Compliance Obligations. The Bulletin restates that regulated entities are required to adjust to the HIPAA Guidelines when utilizing monitoring applied sciences and reminds lined entities to make sure that “all disclosures of PHI to monitoring know-how distributors are particularly permitted by the Privateness Rule and that, except an exception applies, solely the minimal needed PHI to realize the supposed objective is disclosed.” It additionally prompt that regulated entities “ought to consider its relationship with a monitoring know-how vendor to find out whether or not such vendor meets the definition of a enterprise affiliate and be sure that the disclosures made to such vendor are permitted by the Privateness Rule.” The OCR closes the Bulletin with a number of compliance reminders:
- The HIPAA Privateness Rule doesn’t allow disclosures of PHI to a monitoring know-how vendor based mostly solely on a regulated entity informing people of this risk or incidence in its privateness coverage or privateness discover (“Regulated entities should be sure that all monitoring know-how distributors have signed a BAA and that there’s an relevant permission previous to a disclosure of PHI”).

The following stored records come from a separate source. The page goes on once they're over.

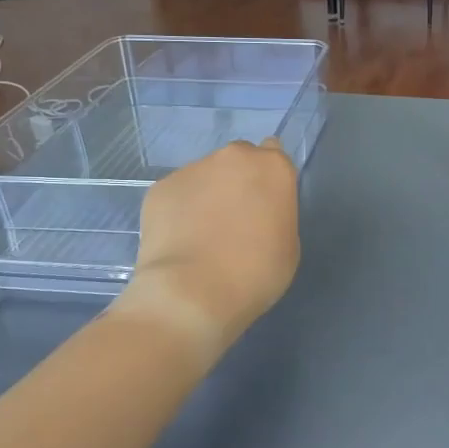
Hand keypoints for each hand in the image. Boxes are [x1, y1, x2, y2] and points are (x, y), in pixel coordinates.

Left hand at [114, 139, 299, 359]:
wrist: (193, 292)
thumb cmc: (257, 273)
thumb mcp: (288, 244)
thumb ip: (275, 214)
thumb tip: (256, 212)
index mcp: (272, 168)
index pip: (274, 155)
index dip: (268, 180)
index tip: (264, 203)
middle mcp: (233, 157)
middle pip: (239, 161)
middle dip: (237, 182)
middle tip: (234, 220)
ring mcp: (193, 169)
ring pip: (205, 176)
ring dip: (207, 195)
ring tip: (201, 236)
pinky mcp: (160, 187)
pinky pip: (177, 195)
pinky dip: (179, 211)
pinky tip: (179, 241)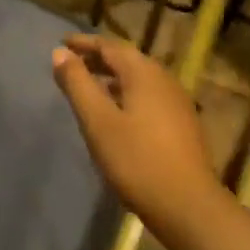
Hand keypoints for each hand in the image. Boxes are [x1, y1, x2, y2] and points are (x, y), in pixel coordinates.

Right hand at [52, 34, 220, 233]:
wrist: (188, 206)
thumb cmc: (137, 160)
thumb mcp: (98, 121)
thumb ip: (77, 84)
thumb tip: (60, 53)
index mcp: (143, 73)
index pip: (109, 46)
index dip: (84, 43)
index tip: (62, 43)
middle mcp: (163, 80)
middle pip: (127, 59)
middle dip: (98, 58)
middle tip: (72, 63)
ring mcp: (177, 102)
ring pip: (139, 79)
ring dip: (113, 77)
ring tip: (90, 86)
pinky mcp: (182, 124)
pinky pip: (148, 95)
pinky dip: (127, 93)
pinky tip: (117, 112)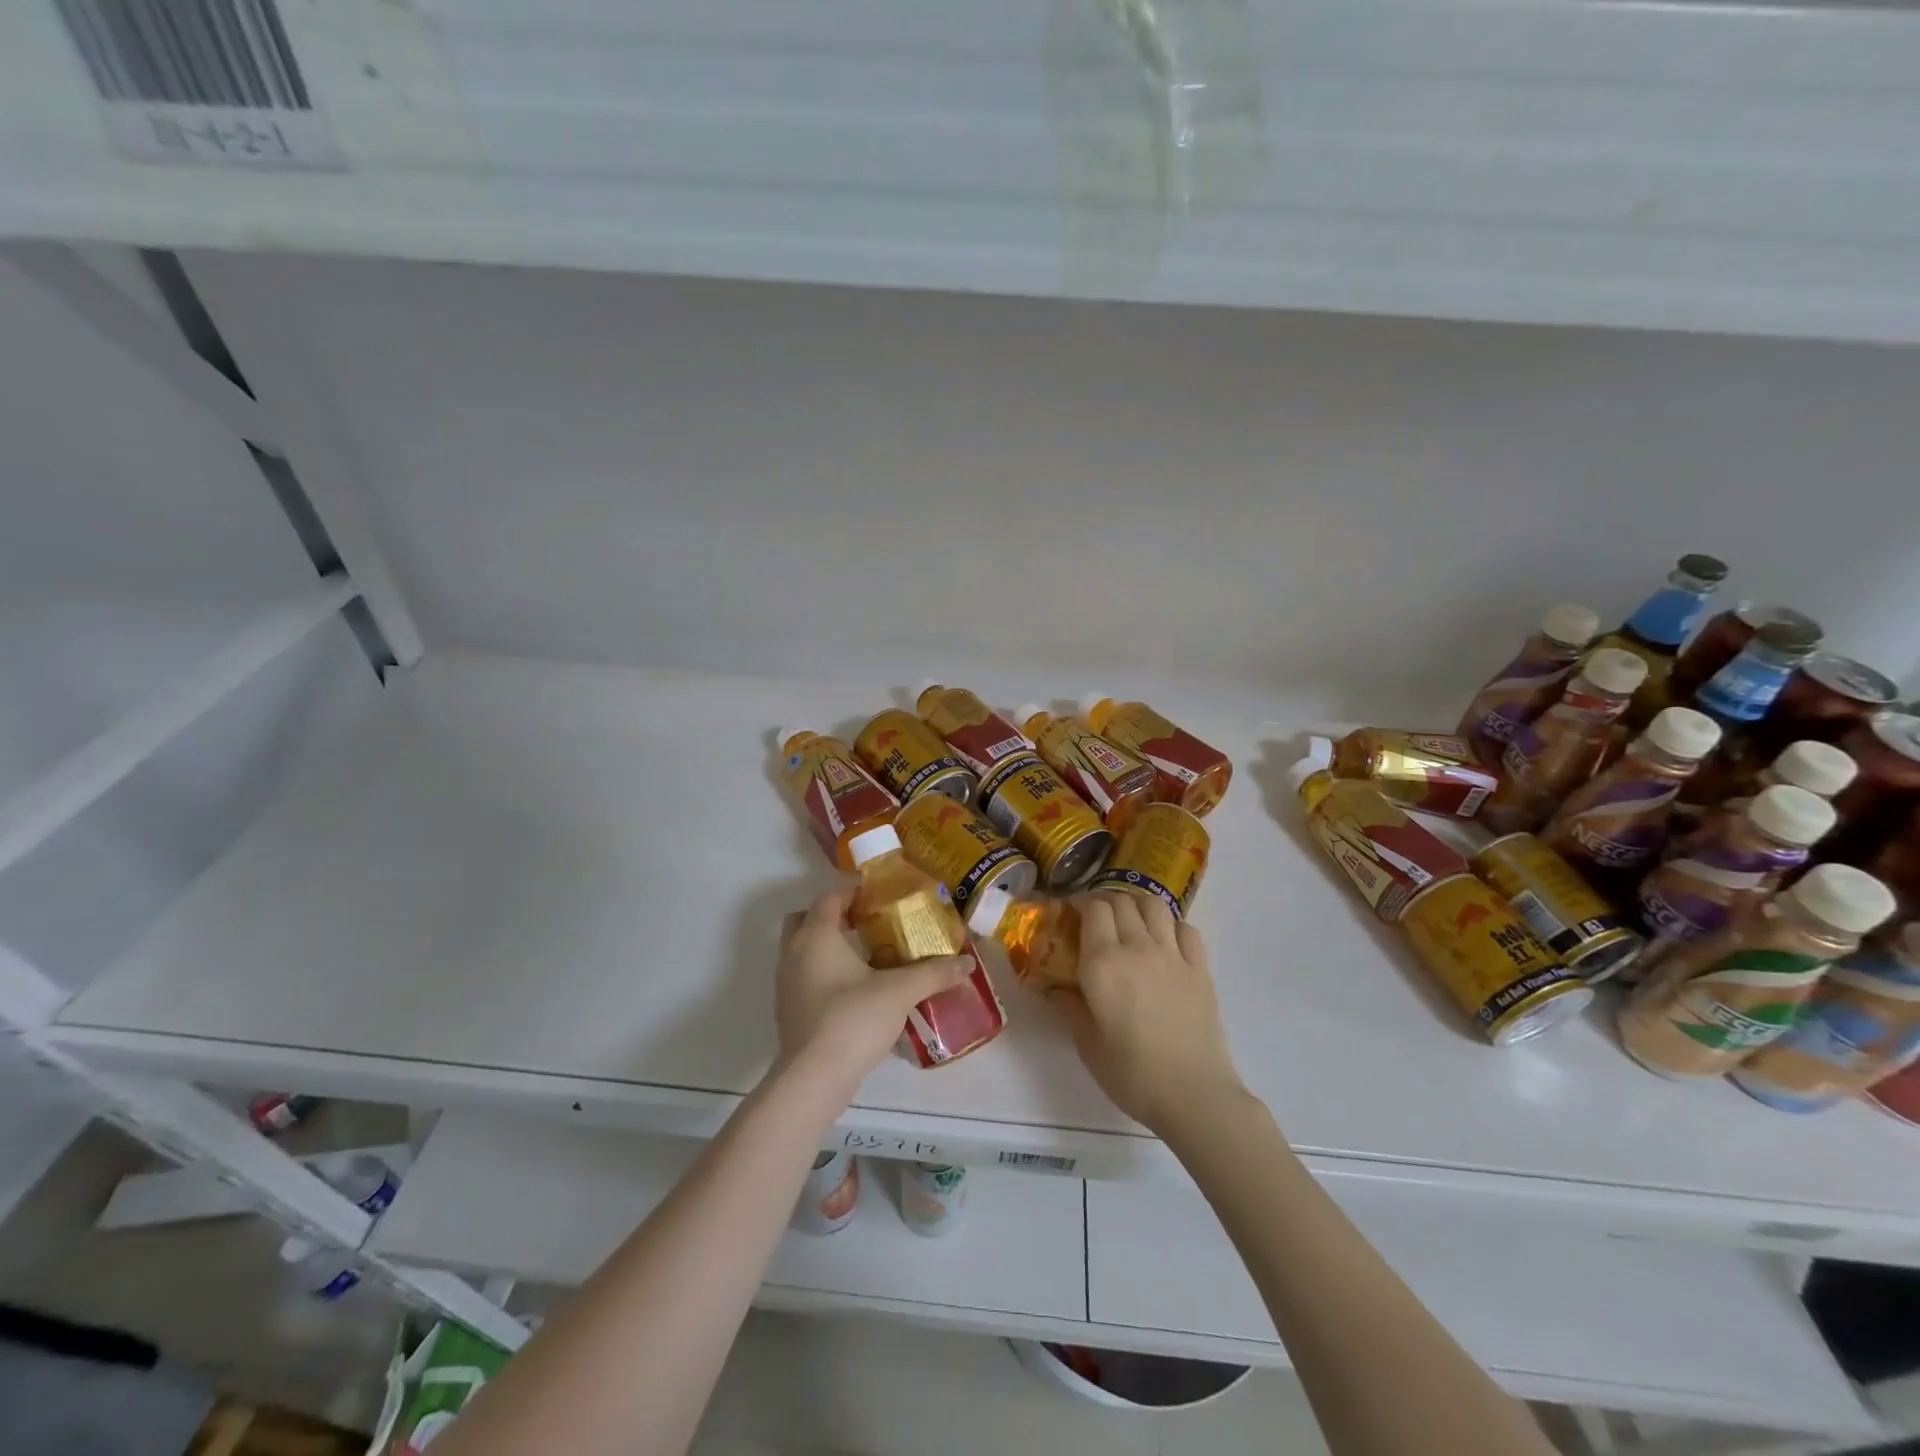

- The usage of cookie consent banners doesn’t represent a sound HIPAA authorization to a vendor when PHI is being collected, disclosed, used, or saved with the seller.
- It’s inadequate for a know-how vendor to comply with take away PHI from the data it receives or de-identify PHI earlier than the seller saves the data (“Any disclosure of PHI to the seller with out people’ authorizations requires the seller to have a signed BAA in place and requires that there’s an relevant Privateness Rule permission for disclosure”).
Along with the Bulletin, know-how and well being care firms which are gathering well being information must also be sure that they’re complying with state privateness and shopper safety legal guidelines. HIPAA has usually been described as the ground for well being care privateness compliance and states could select to go and implement extra onerous privateness and shopper safety legal guidelines.